The Contract was brilliant on several fronts. It was a promise. In sales-speak, it was a conditional close. If the voters would give us the reigns of power, we would bring these 10 bills to the floor of the House for an up or down vote in the first 100 days of the next Congress. After the voters did their part and gave us the majority, it became a blueprint for us to follow. It gave us a solid message to talk about on the campaign trail and a clear agenda once we took office.
The ’94 freshman class of Republicans was one of the largest in history. It was a collection of some of the most interesting people I’d ever met. Few had any previous electoral experience. That was good. Like bumblebees, we didn’t know we weren’t supposed to fly. Perceived to be a redneck with the countenance of a southern gentleman, Roger Wicker from Mississippi was elected our class president.
We believed that we were elected to change Washington and wasted no time getting started. On the day we were sworn in we took up the first bill in the Contract, the Congressional Accountability Act. It formally required that Congress live by the same laws that we imposed on everyone else. I had been the Floor Leader in the Minnesota Legislature, so I was tabbed to lead the debate on the adoption of the rule, on the first bill, on my first day on the job. It was intoxicating.
Recommended
Several of the planks in the Contract were about restricting abuses that had accumulated during the 40 years of uninterrupted Democratic Rule. Things like limiting Chairmanships to three terms, ending proxy voting and opening committee meetings to the public, all enjoyed widespread support.
Like an army, we marched through the bills and voted on all of them in the first 100 days. That meant long days. Chairman Henry Hyde quipped that it wasn’t so much the 100 days that wore him out, it was the 100 nights. We required an independent audit of the House and a three-fifths majority to raise taxes. Most items passed (the Constitutional amendment setting term limits came up short) and were sent to the president. President Clinton not only signed the bills, he took credit for them in his re-election campaign.

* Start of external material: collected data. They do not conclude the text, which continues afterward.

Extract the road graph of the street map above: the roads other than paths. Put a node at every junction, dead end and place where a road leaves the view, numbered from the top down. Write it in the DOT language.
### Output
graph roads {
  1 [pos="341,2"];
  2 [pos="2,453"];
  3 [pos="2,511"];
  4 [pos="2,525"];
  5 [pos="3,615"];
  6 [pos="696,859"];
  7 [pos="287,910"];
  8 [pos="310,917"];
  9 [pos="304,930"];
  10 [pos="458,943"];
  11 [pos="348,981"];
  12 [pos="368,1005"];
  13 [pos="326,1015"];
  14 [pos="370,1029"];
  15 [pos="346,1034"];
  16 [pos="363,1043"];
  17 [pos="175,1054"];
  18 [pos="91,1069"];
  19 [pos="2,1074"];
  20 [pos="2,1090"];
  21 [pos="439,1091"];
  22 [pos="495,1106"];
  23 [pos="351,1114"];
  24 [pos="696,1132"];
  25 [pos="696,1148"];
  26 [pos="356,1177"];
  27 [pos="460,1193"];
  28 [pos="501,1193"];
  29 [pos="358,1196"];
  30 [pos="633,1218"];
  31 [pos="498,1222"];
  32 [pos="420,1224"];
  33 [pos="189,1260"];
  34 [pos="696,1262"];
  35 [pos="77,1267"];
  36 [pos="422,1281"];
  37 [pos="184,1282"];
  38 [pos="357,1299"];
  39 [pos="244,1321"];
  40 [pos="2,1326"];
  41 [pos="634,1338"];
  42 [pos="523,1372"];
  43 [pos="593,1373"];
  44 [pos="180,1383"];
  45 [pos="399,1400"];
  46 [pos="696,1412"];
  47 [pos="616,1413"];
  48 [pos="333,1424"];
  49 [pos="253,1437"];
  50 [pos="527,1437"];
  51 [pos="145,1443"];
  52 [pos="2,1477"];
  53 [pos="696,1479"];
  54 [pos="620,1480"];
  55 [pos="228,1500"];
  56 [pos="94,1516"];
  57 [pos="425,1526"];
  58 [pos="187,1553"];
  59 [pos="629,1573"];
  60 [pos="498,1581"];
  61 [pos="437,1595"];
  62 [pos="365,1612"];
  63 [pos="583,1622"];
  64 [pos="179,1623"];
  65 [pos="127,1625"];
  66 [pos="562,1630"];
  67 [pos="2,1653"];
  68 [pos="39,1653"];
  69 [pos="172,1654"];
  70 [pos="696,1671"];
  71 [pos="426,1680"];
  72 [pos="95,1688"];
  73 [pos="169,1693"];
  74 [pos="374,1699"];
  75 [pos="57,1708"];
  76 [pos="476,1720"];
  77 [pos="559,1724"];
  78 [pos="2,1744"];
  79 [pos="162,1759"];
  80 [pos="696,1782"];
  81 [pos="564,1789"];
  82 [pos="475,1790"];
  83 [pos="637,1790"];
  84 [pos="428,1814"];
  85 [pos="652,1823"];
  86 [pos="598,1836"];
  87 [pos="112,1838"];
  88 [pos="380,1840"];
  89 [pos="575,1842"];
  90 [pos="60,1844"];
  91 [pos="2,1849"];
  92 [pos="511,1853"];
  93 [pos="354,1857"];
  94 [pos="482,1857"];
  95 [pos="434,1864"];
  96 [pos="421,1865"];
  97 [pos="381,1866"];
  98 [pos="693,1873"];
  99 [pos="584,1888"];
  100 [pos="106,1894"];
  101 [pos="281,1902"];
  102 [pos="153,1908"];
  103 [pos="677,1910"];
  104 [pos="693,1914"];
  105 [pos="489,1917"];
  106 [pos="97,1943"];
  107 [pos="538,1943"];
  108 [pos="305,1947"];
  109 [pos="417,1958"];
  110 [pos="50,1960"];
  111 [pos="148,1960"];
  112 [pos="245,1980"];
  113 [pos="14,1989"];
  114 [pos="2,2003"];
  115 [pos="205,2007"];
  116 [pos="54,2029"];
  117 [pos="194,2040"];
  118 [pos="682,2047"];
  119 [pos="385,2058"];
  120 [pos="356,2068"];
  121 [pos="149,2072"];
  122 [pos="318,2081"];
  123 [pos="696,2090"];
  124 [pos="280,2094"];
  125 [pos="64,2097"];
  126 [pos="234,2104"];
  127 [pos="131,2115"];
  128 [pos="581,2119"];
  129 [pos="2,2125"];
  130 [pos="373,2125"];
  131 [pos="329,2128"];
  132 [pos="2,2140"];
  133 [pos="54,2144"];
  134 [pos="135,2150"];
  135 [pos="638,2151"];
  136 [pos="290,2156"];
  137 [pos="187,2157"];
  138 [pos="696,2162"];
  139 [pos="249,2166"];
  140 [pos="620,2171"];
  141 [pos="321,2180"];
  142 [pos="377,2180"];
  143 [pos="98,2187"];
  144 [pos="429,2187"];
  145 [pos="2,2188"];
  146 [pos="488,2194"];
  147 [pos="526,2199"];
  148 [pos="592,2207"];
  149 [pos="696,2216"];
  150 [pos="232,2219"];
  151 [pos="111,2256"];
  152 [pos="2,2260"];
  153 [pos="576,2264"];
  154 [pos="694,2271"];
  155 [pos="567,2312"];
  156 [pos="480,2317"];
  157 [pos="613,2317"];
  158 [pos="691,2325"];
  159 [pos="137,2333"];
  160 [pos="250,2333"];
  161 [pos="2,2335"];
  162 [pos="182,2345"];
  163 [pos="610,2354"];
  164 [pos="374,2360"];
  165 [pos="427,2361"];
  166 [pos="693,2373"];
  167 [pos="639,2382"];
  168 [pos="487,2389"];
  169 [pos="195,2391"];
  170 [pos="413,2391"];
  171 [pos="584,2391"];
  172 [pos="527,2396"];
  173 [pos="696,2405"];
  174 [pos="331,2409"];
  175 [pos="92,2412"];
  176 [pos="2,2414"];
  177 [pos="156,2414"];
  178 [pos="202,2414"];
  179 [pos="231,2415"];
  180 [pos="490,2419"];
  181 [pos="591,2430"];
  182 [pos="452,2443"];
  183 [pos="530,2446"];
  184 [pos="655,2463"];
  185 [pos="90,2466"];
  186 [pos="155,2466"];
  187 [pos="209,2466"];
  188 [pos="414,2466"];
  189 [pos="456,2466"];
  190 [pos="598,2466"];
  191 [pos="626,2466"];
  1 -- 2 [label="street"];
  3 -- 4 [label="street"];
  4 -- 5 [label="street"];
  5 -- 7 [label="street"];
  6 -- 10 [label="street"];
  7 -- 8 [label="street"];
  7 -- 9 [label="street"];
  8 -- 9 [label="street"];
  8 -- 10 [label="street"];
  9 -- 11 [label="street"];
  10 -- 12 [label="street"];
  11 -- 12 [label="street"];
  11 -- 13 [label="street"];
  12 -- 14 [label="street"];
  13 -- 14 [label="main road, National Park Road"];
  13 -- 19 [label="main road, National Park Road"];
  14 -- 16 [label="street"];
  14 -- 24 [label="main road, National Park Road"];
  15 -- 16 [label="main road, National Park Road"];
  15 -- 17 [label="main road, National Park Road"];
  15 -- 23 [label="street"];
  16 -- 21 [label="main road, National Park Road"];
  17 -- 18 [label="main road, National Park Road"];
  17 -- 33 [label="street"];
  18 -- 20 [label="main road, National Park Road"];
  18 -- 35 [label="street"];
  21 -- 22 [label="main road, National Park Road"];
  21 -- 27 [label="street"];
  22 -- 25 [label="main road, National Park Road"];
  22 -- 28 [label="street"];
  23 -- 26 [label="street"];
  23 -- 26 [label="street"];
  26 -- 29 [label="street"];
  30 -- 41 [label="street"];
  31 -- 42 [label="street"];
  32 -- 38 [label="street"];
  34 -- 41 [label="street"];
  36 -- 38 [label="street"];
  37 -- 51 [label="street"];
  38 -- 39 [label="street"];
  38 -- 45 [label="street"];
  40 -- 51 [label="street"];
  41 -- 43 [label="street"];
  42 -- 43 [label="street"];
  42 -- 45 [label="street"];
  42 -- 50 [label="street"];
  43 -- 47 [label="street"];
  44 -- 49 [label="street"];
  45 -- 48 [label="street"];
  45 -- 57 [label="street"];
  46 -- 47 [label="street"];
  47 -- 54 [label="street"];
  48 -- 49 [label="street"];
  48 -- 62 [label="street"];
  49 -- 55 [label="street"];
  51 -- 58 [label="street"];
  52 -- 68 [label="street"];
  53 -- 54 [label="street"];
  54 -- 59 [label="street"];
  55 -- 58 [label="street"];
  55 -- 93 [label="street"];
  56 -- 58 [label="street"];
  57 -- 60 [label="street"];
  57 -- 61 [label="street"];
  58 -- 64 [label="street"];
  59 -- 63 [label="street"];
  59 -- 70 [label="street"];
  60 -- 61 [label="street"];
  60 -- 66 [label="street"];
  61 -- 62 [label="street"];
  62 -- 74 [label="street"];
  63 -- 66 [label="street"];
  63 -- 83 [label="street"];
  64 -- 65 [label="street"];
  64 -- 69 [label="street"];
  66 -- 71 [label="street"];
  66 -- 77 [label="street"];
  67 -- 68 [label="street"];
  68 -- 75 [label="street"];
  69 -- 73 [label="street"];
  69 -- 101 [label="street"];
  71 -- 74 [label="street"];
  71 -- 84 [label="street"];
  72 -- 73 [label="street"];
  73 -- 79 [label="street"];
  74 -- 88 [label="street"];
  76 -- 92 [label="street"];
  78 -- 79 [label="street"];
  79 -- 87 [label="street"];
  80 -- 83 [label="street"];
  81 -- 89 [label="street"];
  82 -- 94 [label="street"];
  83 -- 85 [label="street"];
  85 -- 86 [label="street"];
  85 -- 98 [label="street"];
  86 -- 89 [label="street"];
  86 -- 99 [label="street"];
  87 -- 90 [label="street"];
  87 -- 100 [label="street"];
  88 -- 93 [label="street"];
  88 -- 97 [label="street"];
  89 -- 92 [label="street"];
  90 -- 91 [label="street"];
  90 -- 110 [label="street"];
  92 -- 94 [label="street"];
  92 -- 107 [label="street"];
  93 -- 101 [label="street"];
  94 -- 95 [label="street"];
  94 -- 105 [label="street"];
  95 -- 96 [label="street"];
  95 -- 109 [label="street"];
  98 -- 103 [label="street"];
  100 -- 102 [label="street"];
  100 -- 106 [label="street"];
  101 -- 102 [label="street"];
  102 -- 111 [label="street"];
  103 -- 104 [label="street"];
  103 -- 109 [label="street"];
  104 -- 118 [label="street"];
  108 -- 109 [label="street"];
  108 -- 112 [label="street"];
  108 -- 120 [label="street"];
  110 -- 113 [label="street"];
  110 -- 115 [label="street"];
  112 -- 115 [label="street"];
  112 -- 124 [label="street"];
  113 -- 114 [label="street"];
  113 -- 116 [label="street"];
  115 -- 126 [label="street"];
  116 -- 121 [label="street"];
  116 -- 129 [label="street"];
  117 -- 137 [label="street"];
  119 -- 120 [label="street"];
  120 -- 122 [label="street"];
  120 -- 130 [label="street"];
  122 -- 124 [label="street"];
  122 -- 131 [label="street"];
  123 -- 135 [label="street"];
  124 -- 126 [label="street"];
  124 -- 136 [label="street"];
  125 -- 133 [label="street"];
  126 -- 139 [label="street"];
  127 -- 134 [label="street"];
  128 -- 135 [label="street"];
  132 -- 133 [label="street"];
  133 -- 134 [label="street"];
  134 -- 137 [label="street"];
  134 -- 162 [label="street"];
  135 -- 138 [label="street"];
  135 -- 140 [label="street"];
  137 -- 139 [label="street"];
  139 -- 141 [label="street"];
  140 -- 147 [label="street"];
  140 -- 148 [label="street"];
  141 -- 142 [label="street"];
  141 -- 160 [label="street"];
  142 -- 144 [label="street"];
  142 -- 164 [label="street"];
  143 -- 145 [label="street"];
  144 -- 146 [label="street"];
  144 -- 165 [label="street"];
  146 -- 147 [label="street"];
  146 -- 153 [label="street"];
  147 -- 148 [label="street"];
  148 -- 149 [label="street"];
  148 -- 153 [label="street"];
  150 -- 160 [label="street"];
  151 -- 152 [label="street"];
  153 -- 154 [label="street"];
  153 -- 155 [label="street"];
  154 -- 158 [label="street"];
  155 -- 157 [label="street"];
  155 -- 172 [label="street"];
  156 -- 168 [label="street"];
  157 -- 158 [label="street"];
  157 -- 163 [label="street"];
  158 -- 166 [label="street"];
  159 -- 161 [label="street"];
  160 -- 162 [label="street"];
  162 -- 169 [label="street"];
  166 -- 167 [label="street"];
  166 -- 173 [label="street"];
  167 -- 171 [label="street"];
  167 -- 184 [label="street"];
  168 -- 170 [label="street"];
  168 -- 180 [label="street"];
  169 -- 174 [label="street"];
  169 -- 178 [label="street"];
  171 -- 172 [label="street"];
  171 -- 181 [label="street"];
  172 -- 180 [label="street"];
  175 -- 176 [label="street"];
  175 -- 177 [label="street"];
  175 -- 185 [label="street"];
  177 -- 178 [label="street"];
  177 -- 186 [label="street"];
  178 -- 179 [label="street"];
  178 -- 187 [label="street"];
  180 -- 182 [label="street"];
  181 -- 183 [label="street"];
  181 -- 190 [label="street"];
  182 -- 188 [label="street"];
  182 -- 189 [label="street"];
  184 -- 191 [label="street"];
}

Led by fellow freshman Mark Neumann from Wisconsin, we forced some of the old bills on the Appropriations Committee to reduce the spending growth rate. They tried to get him removed from the Committee. We responded with a loud, "No You Won’t!" Mark was a math teacher turned real estate developer. He had a fairly simple formula that started with a question: Why should the federal budget grow at a faster rate than the average family budget? If we would limit the growth in federal spending, while allowing Americans to keep, spend and invest more of their money, we would balance the federal budget in less than seven years. He had charts and took them to the House floor for late-night special order speeches.
We accomplished some pretty amazing things. We reformed welfare, requiring work. We lowered taxes. The economy boomed. We cut the rate of growth in spending not only balancing the budget, we actually paid down over half a trillion dollars in publicly held debt. In fact, on the morning the plane was flying into the Pentagon, Republican Budget Committee members were meeting to discuss what to do with the growing surpluses.
The ensuing war changed everything. Spending restraint went out the window. Many of the reforms were papered over or tossed aside. But for seven shining years that began in September of 1994, history might indeed record that the Contract Class performed some things worthy of being remembered.
Gil Gutknecht was a Member of the freshman class of 1994 and served 12 years in the U.S. House of Representatives. He served on the Budget, Ag and Science Committees.